Human pose keypoint data:

------------------------------------------------------------

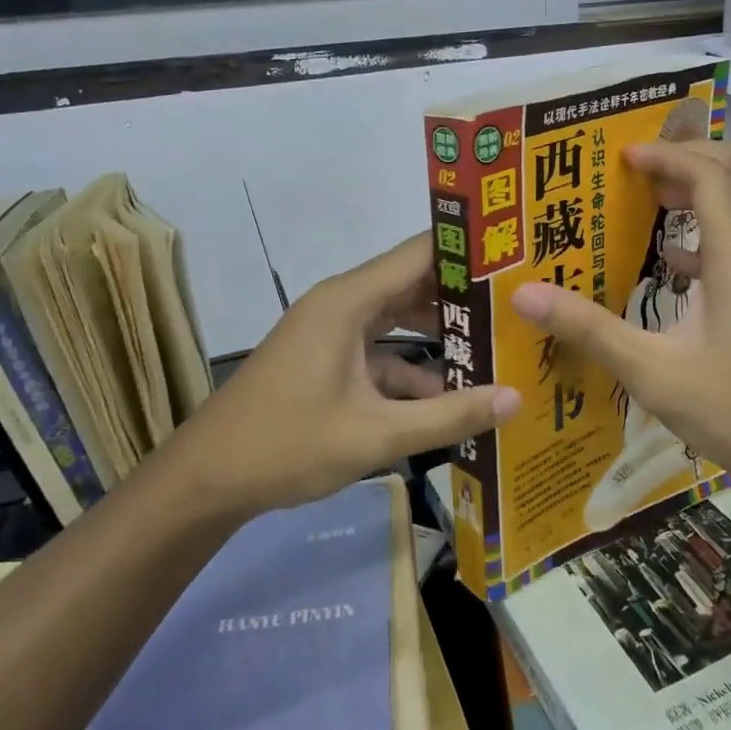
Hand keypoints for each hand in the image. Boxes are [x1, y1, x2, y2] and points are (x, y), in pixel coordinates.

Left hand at [162, 233, 519, 513]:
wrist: (207, 480)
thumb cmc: (286, 446)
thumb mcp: (375, 435)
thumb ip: (448, 415)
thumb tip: (516, 398)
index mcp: (348, 301)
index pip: (420, 252)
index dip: (469, 250)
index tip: (520, 256)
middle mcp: (342, 304)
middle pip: (414, 283)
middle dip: (466, 295)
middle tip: (523, 304)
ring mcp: (333, 333)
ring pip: (400, 320)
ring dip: (443, 335)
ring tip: (502, 346)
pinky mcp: (329, 361)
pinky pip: (382, 352)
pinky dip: (414, 369)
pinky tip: (453, 397)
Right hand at [511, 141, 730, 512]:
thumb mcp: (655, 374)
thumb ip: (590, 330)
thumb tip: (524, 295)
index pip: (709, 174)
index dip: (665, 155)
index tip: (622, 156)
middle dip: (700, 155)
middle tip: (650, 170)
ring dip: (713, 192)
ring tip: (659, 205)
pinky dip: (721, 235)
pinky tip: (682, 269)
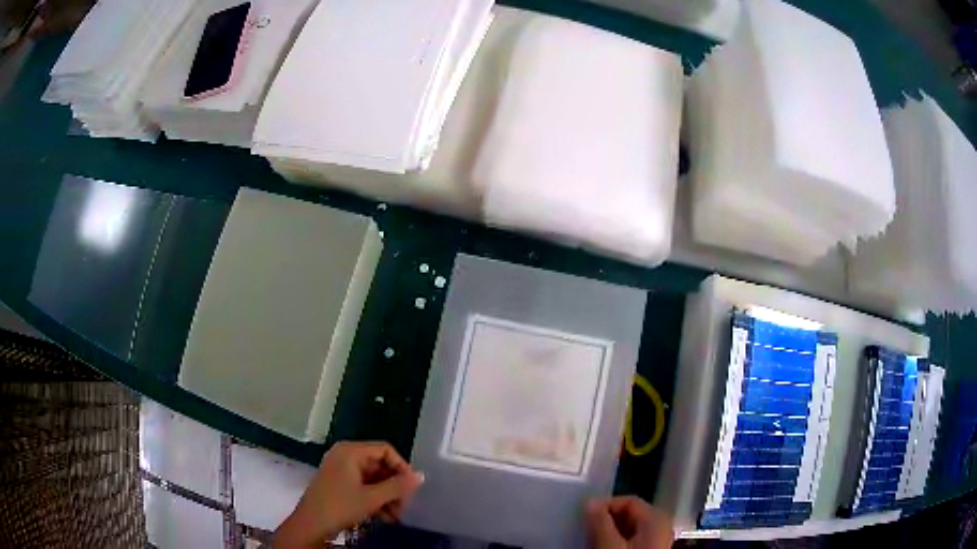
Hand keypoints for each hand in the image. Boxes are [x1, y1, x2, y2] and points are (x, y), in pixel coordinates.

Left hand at [274, 441, 423, 547]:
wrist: (310, 524)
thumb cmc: (340, 506)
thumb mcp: (372, 498)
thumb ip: (398, 486)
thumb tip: (421, 476)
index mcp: (351, 451)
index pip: (385, 450)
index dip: (402, 467)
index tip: (412, 488)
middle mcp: (345, 455)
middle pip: (380, 465)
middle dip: (395, 487)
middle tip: (404, 506)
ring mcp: (341, 470)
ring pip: (374, 478)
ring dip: (387, 496)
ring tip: (395, 516)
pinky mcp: (339, 484)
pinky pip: (364, 486)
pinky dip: (375, 499)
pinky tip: (384, 517)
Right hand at [587, 497, 673, 548]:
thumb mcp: (610, 543)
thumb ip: (600, 521)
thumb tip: (590, 501)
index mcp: (658, 515)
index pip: (628, 500)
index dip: (605, 504)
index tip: (585, 513)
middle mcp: (662, 523)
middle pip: (629, 514)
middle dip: (606, 519)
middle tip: (586, 527)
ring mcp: (659, 538)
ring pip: (629, 528)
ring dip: (610, 531)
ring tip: (592, 538)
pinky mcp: (652, 548)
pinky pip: (632, 539)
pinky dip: (617, 540)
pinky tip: (605, 546)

------------------------------------------------------------

Reproduce the entries above exactly, though not their pictures.

Hand keypoints for each hand in the image. Boxes are [x1, y1, x2, y2] and points are (x, y), in pixel coordinates.

Left hand at [162, 233, 519, 513]:
wrist: (207, 480)
thumb cmc: (286, 446)
thumb mcp: (375, 435)
thumb ip: (448, 415)
thumb tip: (516, 398)
index mcp: (348, 301)
index pip: (420, 252)
index dip: (469, 250)
index tip: (520, 256)
middle mcp: (342, 304)
middle pip: (414, 283)
middle dip: (466, 295)
middle tip: (523, 304)
ring mcp: (333, 333)
ring pip: (400, 320)
ring dip: (443, 335)
ring tip: (502, 346)
pinky mcp: (329, 361)
pinky pip: (382, 352)
pinky dip: (414, 369)
pinky tip: (453, 397)
Right hand at [511, 141, 730, 512]:
thumb mcp: (655, 374)
thumb ip: (590, 330)
thumb tip: (524, 295)
index pip: (709, 174)
index dip: (665, 155)
index tip: (622, 156)
middle dip: (700, 155)
middle tip: (650, 170)
ring dip: (713, 192)
ring tip: (659, 205)
pinky dip: (721, 235)
pinky tip: (682, 269)
Hand keypoints for each hand in the image. Boxes are [x1, y1, x2, y2] and points are (x, y), in pixel coordinates.

Left hand at [274, 441, 423, 547]:
wrist: (310, 524)
thumb cmc: (340, 506)
thumb mcp: (372, 498)
thumb ip: (398, 486)
thumb tip: (421, 476)
index mcp: (351, 451)
index pip: (385, 450)
index dip: (402, 467)
index tip: (412, 488)
middle mcp: (345, 455)
middle pip: (380, 465)
middle dip: (395, 487)
middle tip: (404, 506)
ring mcp: (341, 470)
ring pip: (374, 478)
ring dip: (387, 496)
ring tip: (395, 516)
pinky mcp: (339, 484)
pinky pip: (364, 486)
pinky dip: (375, 499)
pinky tip: (384, 517)
Right hand at [587, 497, 673, 548]:
thumb mcp: (610, 543)
thumb ip: (600, 521)
thumb tip: (590, 501)
index mcp: (658, 515)
index pip: (628, 500)
index dip: (605, 504)
index tip: (585, 513)
middle mcp: (662, 523)
middle pip: (629, 514)
middle dip: (606, 519)
middle tip: (586, 527)
ring mcp: (659, 538)
ring pip: (629, 528)
ring dip: (610, 531)
ring tip: (592, 538)
pinky mcp: (652, 548)
pinky pip: (632, 539)
pinky dip: (617, 540)
pinky tip: (605, 546)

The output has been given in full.